## Recorded data:

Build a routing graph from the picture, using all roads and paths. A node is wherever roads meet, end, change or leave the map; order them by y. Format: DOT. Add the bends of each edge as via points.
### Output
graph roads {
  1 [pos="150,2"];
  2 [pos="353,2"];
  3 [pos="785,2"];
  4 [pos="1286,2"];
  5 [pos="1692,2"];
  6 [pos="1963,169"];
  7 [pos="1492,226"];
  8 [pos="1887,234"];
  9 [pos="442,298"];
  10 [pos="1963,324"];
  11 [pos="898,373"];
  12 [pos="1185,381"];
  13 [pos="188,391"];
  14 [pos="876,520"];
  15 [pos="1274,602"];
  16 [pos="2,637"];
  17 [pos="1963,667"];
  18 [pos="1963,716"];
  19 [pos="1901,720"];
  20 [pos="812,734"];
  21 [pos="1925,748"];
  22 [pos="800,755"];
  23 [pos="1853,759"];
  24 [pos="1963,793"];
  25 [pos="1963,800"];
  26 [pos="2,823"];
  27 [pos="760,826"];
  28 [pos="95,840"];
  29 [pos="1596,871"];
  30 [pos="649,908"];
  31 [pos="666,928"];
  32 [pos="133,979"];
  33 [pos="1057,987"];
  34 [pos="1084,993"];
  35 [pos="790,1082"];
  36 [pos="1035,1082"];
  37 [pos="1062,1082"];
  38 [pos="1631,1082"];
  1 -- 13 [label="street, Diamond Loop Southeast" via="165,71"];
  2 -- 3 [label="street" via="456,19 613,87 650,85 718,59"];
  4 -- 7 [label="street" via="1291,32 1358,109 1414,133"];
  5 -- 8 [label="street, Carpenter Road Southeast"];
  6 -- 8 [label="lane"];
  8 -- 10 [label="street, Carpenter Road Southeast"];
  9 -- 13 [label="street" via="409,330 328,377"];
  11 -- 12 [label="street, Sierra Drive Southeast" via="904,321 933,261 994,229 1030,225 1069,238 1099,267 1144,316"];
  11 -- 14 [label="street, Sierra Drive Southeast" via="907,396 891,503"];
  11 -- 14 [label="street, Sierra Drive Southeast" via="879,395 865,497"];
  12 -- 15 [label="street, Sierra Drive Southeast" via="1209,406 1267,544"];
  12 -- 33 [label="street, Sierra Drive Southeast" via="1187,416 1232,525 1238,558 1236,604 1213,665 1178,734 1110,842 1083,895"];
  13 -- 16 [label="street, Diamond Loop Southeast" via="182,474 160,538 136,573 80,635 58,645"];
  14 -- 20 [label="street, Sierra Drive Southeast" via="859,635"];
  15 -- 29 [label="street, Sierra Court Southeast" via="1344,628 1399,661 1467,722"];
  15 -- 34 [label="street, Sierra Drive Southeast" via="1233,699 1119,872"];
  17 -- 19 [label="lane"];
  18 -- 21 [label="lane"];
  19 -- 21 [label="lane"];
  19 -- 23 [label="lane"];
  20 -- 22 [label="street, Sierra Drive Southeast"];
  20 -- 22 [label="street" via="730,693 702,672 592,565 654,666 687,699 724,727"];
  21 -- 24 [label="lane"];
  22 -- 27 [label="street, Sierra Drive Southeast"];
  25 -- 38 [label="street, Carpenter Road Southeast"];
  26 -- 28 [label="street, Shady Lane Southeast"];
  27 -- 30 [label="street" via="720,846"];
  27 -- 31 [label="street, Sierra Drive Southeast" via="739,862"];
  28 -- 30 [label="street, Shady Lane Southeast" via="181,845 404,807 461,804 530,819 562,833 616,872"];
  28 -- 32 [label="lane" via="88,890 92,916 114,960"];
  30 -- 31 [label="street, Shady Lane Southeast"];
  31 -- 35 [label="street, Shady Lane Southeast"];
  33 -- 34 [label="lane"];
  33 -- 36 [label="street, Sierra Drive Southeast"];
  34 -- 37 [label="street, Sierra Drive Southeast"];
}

## How to complete this task:
Wherever a line in the data above holds "Carpenter", copy that line.

## Output of the exercise:
  5 -- 8 [label="street, Carpenter Road Southeast"];
  8 -- 10 [label="street, Carpenter Road Southeast"];
  25 -- 38 [label="street, Carpenter Road Southeast"];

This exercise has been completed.